═════ Provided data ═════

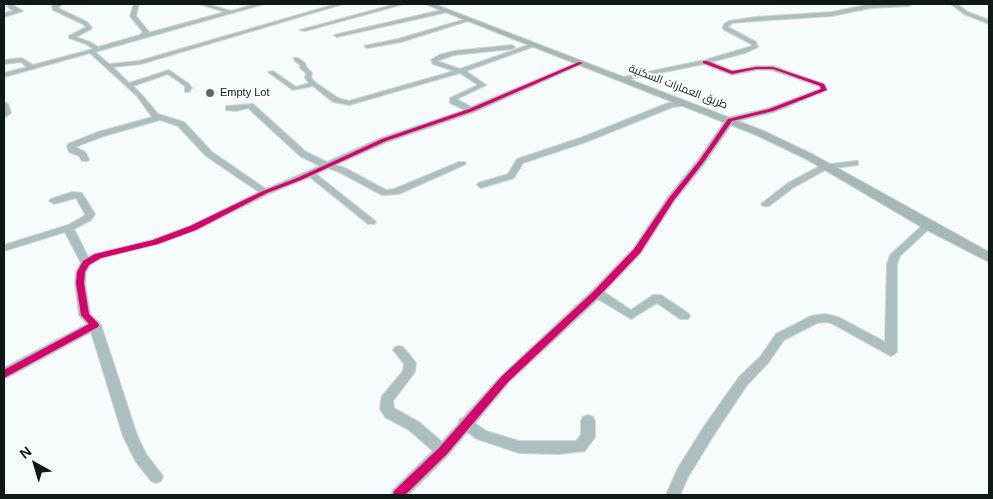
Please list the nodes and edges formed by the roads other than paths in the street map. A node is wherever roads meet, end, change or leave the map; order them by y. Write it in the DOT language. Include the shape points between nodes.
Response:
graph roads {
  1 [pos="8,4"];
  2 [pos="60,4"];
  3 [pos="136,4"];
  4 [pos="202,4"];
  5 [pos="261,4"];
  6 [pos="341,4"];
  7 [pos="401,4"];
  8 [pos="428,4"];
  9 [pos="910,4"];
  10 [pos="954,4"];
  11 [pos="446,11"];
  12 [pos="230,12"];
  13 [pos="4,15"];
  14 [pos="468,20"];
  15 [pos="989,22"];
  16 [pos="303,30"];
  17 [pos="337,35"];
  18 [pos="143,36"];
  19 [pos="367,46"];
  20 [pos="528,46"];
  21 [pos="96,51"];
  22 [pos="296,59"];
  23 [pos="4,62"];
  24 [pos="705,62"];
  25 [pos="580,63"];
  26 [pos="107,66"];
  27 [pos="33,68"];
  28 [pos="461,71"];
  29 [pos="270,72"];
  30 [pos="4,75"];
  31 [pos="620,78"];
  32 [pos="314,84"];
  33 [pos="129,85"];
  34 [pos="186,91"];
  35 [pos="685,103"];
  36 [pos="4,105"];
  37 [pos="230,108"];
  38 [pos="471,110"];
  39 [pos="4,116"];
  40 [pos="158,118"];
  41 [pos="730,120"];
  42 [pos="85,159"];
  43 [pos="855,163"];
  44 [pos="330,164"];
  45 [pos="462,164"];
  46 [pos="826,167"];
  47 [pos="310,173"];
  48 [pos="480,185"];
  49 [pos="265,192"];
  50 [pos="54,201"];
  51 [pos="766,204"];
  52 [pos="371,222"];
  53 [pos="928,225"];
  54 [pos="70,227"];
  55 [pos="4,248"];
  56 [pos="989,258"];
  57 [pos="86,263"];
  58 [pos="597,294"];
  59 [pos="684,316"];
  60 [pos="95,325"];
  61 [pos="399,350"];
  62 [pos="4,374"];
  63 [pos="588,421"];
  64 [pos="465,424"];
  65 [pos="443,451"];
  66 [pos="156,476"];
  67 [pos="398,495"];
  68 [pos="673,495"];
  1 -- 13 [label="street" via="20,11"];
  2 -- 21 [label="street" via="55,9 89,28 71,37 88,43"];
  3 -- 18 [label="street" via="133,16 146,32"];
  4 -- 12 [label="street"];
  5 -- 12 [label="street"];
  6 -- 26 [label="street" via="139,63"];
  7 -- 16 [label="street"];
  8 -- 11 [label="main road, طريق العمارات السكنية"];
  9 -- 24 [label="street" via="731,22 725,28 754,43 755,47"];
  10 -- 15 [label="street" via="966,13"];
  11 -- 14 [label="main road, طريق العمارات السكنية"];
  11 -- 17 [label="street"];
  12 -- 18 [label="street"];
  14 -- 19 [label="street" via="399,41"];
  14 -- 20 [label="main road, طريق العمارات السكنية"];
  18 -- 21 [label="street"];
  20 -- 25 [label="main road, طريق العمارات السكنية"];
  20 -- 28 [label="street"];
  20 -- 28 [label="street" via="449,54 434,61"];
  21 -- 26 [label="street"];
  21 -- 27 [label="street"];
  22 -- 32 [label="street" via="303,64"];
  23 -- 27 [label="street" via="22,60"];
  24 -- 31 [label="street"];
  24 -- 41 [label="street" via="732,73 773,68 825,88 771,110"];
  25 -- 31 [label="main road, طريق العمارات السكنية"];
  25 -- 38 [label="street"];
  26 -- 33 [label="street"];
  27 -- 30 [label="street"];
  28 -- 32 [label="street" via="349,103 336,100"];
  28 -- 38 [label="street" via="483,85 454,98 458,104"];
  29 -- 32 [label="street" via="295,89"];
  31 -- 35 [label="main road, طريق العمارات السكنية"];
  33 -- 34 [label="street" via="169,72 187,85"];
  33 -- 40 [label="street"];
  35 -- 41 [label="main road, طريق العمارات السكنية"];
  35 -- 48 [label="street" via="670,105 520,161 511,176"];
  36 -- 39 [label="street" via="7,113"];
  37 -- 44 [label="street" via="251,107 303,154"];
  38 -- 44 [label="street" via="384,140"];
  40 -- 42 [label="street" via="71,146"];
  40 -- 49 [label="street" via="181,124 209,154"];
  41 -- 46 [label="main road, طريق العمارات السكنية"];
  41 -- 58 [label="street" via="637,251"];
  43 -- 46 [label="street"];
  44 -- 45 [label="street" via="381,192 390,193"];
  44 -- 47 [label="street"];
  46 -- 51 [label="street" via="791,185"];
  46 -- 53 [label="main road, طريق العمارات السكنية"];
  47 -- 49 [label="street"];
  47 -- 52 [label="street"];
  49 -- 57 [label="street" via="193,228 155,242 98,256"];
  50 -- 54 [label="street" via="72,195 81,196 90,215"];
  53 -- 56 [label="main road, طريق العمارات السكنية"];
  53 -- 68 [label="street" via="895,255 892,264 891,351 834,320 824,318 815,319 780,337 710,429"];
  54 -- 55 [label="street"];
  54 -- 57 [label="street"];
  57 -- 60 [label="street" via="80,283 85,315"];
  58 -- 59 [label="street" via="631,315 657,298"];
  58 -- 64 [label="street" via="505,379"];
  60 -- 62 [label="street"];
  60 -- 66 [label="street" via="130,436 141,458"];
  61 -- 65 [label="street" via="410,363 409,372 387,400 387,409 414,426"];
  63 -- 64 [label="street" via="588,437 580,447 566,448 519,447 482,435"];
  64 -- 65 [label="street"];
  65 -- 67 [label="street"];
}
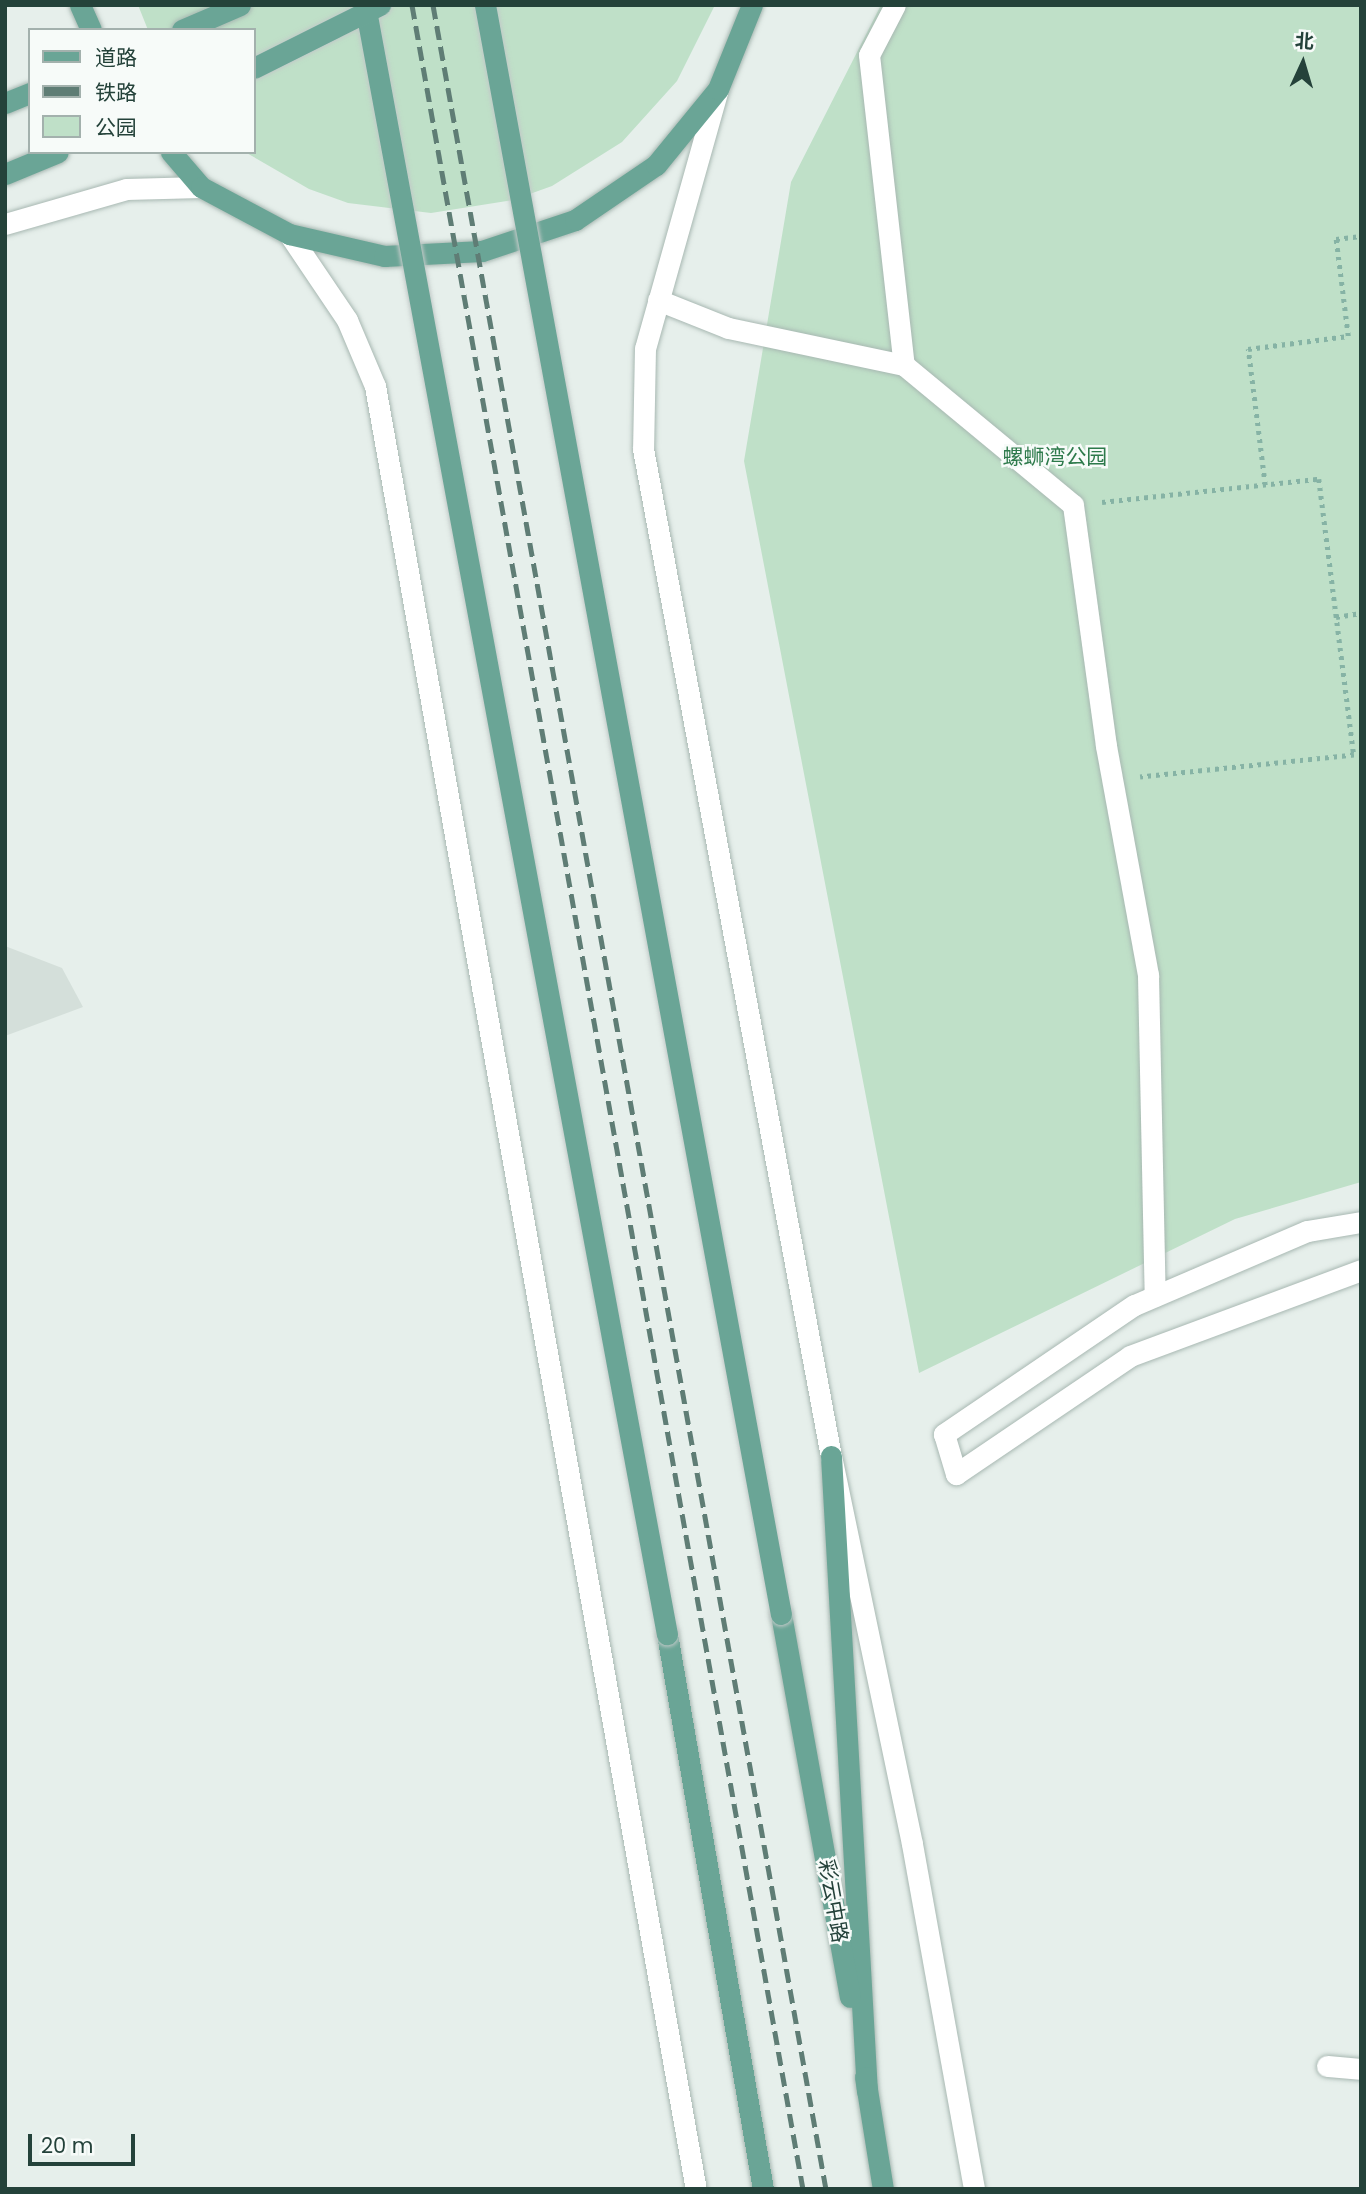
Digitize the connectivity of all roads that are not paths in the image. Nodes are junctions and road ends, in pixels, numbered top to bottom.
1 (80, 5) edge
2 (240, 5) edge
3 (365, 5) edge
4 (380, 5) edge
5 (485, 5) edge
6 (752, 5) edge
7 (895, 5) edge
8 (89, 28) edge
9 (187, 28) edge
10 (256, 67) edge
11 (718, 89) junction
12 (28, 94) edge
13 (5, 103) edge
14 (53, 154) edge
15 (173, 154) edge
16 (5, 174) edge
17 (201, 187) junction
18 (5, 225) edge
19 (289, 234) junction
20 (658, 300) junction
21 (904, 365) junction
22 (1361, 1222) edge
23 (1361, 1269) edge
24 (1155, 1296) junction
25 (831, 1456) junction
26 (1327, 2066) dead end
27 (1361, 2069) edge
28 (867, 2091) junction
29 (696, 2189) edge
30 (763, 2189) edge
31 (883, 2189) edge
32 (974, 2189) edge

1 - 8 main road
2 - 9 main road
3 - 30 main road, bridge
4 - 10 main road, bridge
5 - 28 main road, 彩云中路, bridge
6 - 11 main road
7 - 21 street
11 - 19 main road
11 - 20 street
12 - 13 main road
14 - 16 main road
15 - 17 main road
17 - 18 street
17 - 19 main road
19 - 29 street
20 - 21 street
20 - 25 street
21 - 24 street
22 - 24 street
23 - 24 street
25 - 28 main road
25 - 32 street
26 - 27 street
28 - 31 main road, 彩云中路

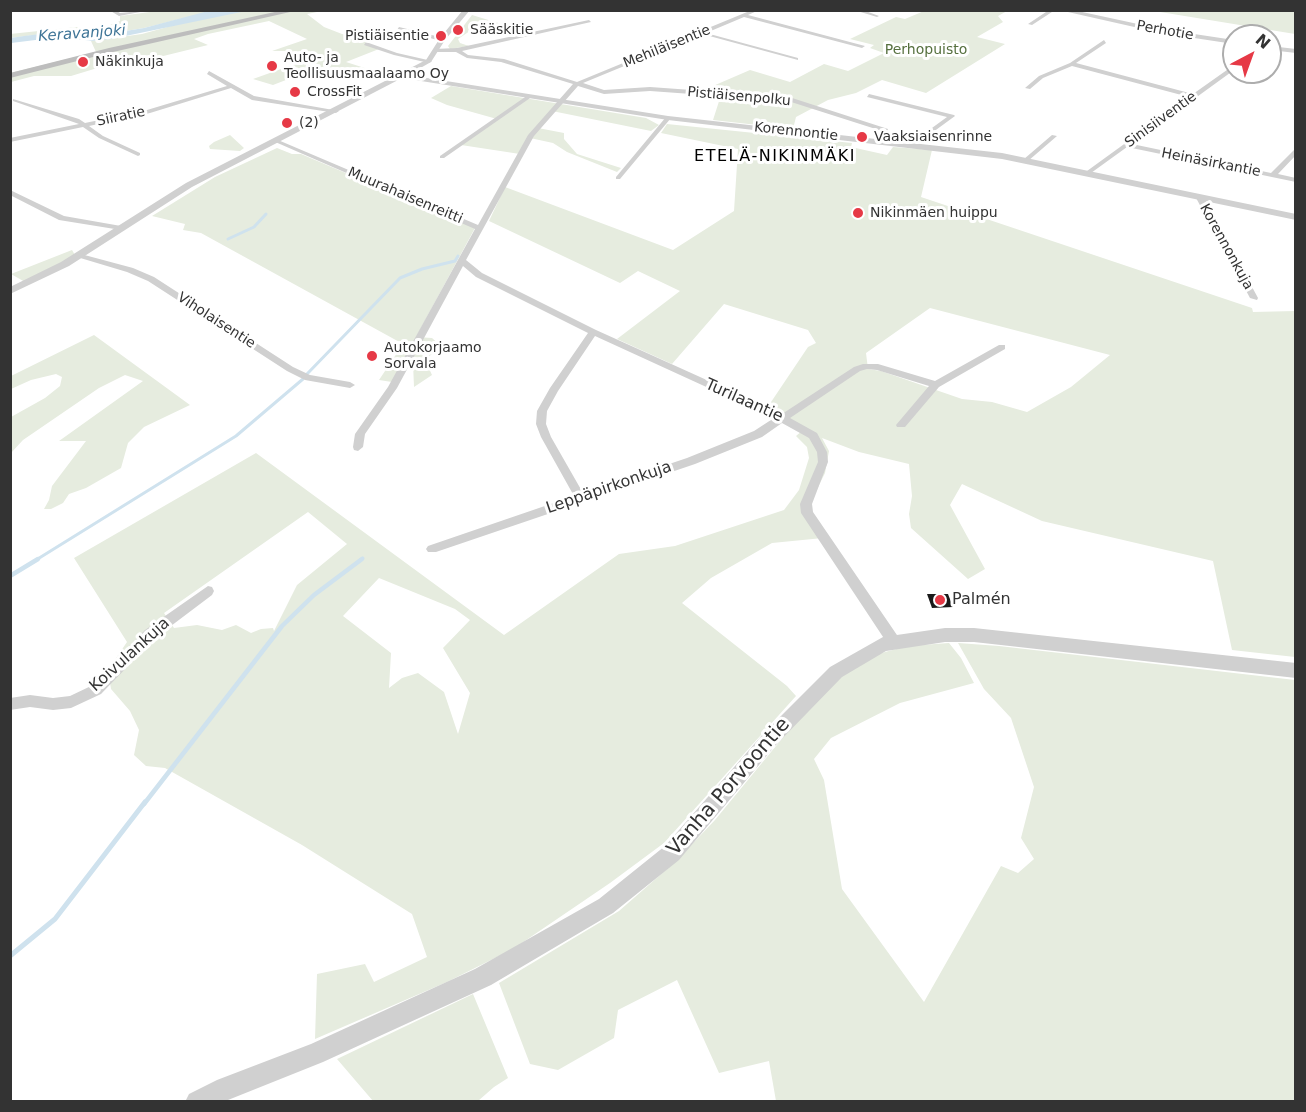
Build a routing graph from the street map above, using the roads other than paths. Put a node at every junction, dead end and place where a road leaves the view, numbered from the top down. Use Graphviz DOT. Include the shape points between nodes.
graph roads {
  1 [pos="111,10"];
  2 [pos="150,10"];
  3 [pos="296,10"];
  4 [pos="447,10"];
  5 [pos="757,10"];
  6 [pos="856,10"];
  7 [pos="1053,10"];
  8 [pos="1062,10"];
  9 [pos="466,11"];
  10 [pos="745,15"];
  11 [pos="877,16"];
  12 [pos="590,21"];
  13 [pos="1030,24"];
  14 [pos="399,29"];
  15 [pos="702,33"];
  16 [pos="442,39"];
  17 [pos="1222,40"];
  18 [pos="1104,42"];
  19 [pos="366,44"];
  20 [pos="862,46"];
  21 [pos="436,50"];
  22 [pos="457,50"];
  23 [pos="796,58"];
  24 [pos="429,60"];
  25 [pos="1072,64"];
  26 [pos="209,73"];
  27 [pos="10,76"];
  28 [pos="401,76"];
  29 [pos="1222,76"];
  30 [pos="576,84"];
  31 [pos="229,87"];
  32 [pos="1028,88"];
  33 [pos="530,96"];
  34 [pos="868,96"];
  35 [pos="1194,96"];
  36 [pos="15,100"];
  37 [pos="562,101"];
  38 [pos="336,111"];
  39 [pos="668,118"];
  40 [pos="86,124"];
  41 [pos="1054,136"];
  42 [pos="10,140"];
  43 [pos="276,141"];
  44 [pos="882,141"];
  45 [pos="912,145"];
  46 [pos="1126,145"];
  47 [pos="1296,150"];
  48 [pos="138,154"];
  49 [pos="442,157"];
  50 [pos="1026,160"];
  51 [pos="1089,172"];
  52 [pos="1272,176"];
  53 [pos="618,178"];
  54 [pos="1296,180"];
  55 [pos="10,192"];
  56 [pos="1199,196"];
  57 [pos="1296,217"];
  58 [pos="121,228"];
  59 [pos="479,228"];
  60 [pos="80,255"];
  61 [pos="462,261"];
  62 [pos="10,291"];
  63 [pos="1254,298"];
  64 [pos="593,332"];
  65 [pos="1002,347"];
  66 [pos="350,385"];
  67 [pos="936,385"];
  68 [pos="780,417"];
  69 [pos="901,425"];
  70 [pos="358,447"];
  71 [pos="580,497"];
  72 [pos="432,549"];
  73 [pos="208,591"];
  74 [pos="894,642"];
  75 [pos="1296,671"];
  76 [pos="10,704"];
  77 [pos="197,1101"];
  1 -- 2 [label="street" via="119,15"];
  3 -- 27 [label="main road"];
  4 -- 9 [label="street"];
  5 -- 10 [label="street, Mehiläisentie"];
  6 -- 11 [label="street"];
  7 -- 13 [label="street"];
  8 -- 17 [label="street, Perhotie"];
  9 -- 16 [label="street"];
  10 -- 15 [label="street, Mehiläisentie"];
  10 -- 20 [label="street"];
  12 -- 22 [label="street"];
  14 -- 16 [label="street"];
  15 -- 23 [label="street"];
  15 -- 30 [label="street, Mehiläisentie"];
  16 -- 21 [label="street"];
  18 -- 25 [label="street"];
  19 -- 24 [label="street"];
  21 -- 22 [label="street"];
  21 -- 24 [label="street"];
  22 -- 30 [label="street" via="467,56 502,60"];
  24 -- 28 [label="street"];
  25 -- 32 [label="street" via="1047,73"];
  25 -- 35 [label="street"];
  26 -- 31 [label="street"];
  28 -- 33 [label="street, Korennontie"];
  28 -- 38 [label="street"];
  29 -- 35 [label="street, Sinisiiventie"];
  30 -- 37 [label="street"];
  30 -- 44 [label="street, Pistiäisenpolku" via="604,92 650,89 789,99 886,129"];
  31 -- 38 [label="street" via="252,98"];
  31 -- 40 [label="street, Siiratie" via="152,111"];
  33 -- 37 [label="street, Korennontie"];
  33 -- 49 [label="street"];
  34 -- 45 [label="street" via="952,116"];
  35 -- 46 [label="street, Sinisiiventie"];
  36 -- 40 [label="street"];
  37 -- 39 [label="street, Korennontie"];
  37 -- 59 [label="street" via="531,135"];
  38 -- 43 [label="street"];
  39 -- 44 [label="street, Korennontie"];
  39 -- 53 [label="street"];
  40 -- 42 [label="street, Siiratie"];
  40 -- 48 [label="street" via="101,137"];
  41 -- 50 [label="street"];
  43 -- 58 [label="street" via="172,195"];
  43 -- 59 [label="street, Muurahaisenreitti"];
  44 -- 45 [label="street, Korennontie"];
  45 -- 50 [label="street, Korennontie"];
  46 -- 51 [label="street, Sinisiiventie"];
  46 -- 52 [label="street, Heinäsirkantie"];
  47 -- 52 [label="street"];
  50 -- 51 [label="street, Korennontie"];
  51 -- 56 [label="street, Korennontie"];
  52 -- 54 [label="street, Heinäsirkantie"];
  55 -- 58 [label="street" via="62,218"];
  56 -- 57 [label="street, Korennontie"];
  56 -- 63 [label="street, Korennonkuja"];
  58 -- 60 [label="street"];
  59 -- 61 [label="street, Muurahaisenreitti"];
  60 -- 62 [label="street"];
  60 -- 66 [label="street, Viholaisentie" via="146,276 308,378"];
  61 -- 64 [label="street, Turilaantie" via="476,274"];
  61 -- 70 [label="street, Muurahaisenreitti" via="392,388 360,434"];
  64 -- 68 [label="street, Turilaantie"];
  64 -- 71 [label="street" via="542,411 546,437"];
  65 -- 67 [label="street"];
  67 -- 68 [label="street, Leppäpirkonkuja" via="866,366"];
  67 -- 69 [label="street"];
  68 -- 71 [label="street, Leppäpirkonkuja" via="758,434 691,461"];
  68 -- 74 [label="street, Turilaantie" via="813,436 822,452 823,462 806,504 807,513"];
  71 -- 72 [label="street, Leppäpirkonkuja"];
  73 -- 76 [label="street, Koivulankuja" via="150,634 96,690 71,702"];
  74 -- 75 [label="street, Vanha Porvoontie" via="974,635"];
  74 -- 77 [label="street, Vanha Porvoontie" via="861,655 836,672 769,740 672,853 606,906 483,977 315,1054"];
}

═════

◆ **Task item**
Look through the data above. Find each line with the string "Include" and copy it.

◆ **Result for this exercise**
Please list the nodes and edges formed by the roads other than paths in the street map. A node is wherever roads meet, end, change or leave the map; order them by y. Write it in the DOT language. Include the shape points between nodes.
Build a routing graph from the street map above, using the roads other than paths. Put a node at every junction, dead end and place where a road leaves the view, numbered from the top down. Use Graphviz DOT. Include the shape points between nodes.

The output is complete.